- PROBLEM TO SOLVE -
Within the listing that follows, state how many lines include the word "controls"; write only that number.

- SUPPLIED RECORDS -
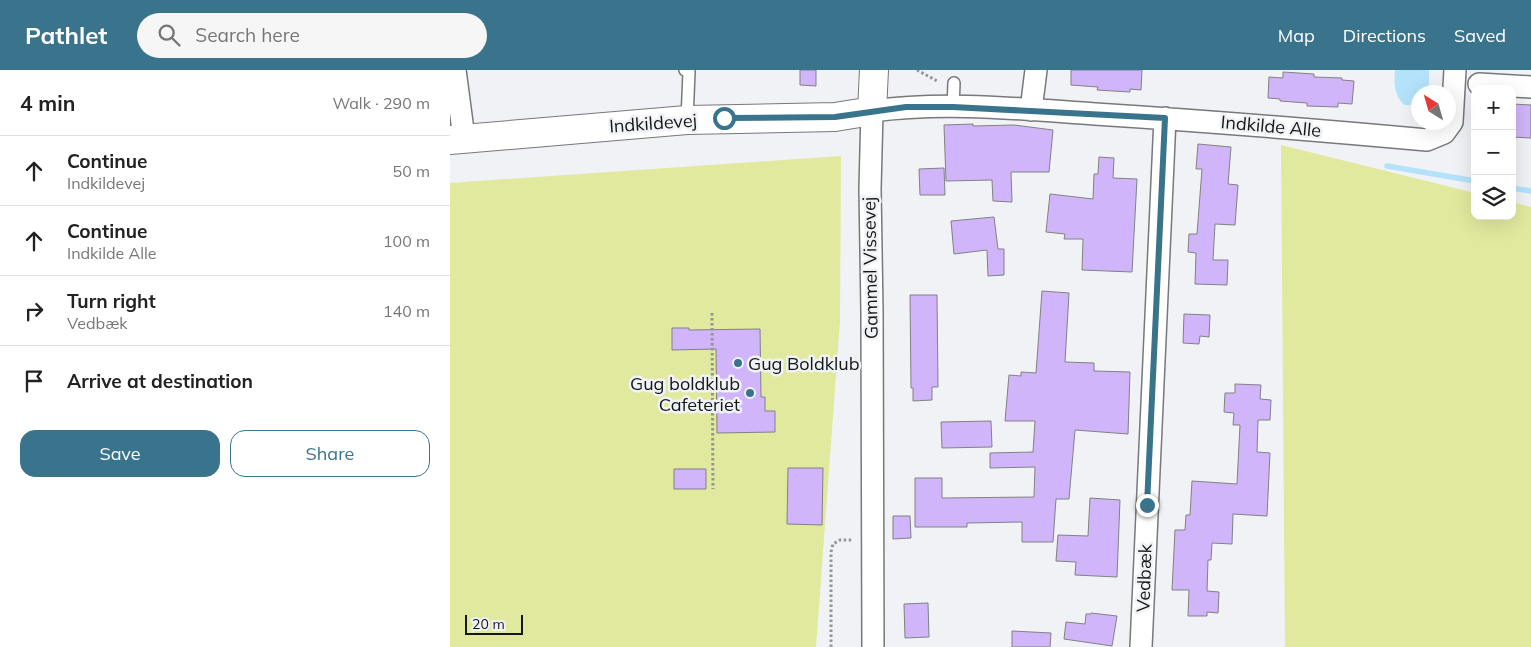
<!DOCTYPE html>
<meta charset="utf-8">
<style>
:root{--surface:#fff;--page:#f6f6f6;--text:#222;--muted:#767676;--line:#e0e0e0;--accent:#39748c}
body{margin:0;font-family:Mulish,sans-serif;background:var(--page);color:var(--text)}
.controls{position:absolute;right:15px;top:15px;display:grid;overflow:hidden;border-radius:10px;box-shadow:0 5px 20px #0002}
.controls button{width:45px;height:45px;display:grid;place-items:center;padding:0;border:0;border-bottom:1px solid var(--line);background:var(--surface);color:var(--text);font:25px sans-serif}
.compass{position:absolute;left:961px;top:15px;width:45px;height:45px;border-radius:50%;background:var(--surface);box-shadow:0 5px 20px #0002;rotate:323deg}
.scale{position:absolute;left:15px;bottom:12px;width:58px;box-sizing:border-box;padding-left:5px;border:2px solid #151617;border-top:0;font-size:14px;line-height:18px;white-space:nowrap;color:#151617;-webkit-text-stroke:4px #f0f2f5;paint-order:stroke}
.stop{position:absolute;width:15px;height:15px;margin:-11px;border:4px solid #39748c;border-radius:50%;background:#fff}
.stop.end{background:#39748c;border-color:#fff;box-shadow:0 1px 5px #0008}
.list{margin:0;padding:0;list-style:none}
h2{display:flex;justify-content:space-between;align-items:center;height:65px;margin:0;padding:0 20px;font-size:21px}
h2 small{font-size:16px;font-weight:400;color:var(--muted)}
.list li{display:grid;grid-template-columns:32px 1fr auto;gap:15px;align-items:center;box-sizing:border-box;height:70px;padding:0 20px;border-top:1px solid var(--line)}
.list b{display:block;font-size:19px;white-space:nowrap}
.list p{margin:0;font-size:16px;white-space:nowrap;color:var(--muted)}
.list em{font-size:16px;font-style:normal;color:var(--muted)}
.actions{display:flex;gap:10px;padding:15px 20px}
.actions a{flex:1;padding:11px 0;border:1px solid var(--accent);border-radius:15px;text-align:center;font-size:18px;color:var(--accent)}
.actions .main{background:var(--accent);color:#fff}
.icon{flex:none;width:28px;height:28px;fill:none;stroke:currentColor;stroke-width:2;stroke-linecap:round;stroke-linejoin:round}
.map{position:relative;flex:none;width:1081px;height:577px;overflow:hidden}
header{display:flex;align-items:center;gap:30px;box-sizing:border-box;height:70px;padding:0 25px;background:var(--accent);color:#fff}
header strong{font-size:24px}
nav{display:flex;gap:28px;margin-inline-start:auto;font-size:18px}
.search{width:350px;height:45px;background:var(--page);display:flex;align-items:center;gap:12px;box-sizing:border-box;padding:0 18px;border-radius:28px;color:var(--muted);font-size:19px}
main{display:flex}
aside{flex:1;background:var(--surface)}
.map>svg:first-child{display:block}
</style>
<header>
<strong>Pathlet</strong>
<div class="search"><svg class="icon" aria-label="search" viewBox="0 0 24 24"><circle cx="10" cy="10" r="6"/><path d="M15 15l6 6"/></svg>Search here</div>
<nav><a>Map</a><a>Directions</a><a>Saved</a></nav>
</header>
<main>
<aside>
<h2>4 min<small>Walk · 290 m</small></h2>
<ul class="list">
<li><svg class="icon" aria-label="ahead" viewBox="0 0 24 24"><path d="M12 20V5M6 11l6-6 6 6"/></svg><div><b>Continue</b><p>Indkildevej</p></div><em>50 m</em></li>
<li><svg class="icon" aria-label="ahead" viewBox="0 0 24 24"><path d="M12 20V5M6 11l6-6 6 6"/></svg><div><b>Continue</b><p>Indkilde Alle</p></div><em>100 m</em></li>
<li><svg class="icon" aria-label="right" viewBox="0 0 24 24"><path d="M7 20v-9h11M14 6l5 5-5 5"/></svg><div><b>Turn right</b><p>Vedbæk</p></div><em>140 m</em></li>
<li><svg class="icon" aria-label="arrive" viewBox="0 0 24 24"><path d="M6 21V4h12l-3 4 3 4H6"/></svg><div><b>Arrive at destination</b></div></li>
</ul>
<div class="actions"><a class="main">Save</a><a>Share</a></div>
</aside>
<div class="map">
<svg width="1081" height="577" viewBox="0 0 1081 577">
<rect width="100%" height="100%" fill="#f0f2f5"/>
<!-- green -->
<path fill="#e1e99e" d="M 831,75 L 1025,123 L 1025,146 L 1062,146 L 1062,132 L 1081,137 L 1081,577 L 835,577 Z
M 391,86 L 390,251 L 366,577 L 0,577 L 0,113 Z"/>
<!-- water -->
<path fill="#b4e2fb" d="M 945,0 L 979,0 L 979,22 L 968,22 L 968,35 L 954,35 C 944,24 944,15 945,0 Z"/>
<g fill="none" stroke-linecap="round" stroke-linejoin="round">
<!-- stream -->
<path stroke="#b4e2fb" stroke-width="5.5" d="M 937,96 L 1025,111
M 1062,118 L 1081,121"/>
</g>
<!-- building -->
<path fill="#d0b5fa" stroke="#828184" d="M 350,0 L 366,0 L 366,16 L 350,15 Z
M 621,0 L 692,0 L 691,20 L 680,19 L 680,22 L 647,20 L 648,17 L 621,15 Z
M 833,2 L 864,4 L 864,7 L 892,8 L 892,10 L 904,11 L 902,34 L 888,33 L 888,37 L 857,36 L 857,33 L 830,31 L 830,29 L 818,28 L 819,7 L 833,8 Z
M 1062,34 L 1081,35 L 1081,68 L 1062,67 Z
M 523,54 L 523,56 L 564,55 L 603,60 L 599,102 L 561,102 L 562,132 L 543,131 L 542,110 L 496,111 L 494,55 Z
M 748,74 L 781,77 L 778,114 L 788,115 L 785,155 L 765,154 L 763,190 L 778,190 L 777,215 L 745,214 L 746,183 L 738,182 L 739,164 L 747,164 L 752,99 L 746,99 Z
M 649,87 L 664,88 L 663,108 L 687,109 L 682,202 L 632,200 L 633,169 L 614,169 L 615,164 L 596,162 L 600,124 L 643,129 L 644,104 L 648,104 Z
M 494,98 L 495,125 L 470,125 L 469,99 Z
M 544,147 L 548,179 L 554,179 L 554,205 L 538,206 L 537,180 L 504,184 L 501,151 Z
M 592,221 L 619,223 L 615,292 L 644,293 L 644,301 L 680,302 L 678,364 L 625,360 L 619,429 L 606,429 L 603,472 L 572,472 L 572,452 L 517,453 L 517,457 L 465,457 L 465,408 L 492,408 L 492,428 L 584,427 L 585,397 L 540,398 L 540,383 L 583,382 L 585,351 L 555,351 L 559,305 L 571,306 L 571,302 L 586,303 Z
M 460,225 L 487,225 L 488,317 L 482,317 L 482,330 L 463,331 L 463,318 L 461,318 Z
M 734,244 L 760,245 L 759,267 L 750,266 L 749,274 L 733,273 Z
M 222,258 L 239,258 L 239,260 L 310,259 L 311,327 L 315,327 L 315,341 L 325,341 L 325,362 L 267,363 L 266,279 L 222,280 Z
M 785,314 L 811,315 L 810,329 L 821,330 L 820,350 L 808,350 L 807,382 L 820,383 L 817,446 L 783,444 L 782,474 L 762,473 L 761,490 L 758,490 L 757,521 L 769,522 L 768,543 L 757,542 L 757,546 L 738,546 L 739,520 L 722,520 L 725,460 L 735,460 L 736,445 L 740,445 L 742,411 L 787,414 L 790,355 L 783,355 L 784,343 L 774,342 L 775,323 L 785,323 Z
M 541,351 L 542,377 L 492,378 L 491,352 Z
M 338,398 L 373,398 L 372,455 L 337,454 Z
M 224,399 L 256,399 L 256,419 L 224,419 Z
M 640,428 L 670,430 L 667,507 L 625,505 L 626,492 L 606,491 L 608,465 L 638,466 Z
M 443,446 L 460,446 L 461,468 L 443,469 Z
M 478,533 L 479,567 L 455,568 L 454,534 Z
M 641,543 L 667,546 L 662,576 L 614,569 L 616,552 L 635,554 L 636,544 L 641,544 Z
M 562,561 L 601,563 L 600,577 L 562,577 Z"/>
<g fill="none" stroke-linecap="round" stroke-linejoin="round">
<defs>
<path id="service" d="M 235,0 L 239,2 L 237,50
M 503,37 L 504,13"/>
<path id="minor" d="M 5,0 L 14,68
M 1029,14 L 1081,17
M 581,40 L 586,0
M 423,577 L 422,242 L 420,119 L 422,41 C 495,31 571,39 645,44 C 756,51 866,60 977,70 L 994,63 L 1002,52 L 1005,0
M 691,577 L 715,48"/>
<path id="tertiary" d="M 0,70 L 237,50 L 385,47 L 422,41 L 424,0"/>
</defs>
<!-- service casing -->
<use href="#service" stroke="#77787b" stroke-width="14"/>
<!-- minor casing -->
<use href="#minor" stroke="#77787b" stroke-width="24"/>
<!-- tertiary casing -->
<use href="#tertiary" stroke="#77787b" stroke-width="30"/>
<!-- path -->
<path stroke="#939597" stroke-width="3" stroke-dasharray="2.5 2.5" stroke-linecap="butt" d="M 467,0 L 489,12
M 262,243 L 263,419
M 381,577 L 381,482 L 383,474 L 390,470 L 403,470"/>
<!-- service -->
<use href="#service" stroke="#fff" stroke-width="11"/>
<!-- minor -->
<use href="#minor" stroke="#fff" stroke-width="21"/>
<!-- tertiary -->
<use href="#tertiary" stroke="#fff" stroke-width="28"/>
</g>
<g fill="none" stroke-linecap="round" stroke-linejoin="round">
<!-- route -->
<path stroke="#39748c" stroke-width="6" d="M 274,48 L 385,47 L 456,37 L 503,37 L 715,48 L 697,435"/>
</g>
<!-- markers -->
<g fill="#39748c" stroke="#f0f2f5" stroke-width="2">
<circle cx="288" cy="293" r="5"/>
<circle cx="300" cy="323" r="5"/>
</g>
<g text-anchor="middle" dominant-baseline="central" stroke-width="5" stroke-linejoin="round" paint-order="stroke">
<!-- street labels -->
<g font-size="18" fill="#151617" stroke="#f0f2f5">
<text transform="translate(203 53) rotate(-4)">Indkildevej</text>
<text transform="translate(821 56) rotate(5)">Indkilde Alle</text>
<text transform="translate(420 198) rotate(-91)">Gammel Vissevej</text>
<text transform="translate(694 508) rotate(-88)">Vedbæk</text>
</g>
<!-- poi labels -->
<g font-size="18" fill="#151617" stroke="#f0f2f5" text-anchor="start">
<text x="298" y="293">Gug Boldklub</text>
<text x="290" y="313" text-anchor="end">Gug boldklub<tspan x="290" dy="21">Cafeteriet</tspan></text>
</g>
</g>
</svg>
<div class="controls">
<button>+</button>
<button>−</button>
<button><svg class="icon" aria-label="layers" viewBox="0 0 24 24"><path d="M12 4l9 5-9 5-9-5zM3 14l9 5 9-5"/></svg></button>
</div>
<svg class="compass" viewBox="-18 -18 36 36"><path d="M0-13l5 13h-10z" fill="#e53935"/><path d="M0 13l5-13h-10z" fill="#767676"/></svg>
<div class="scale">20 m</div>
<div class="stop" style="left:274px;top:48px"></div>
<div class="stop end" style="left:697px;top:435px"></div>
</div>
</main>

- RESULT -
3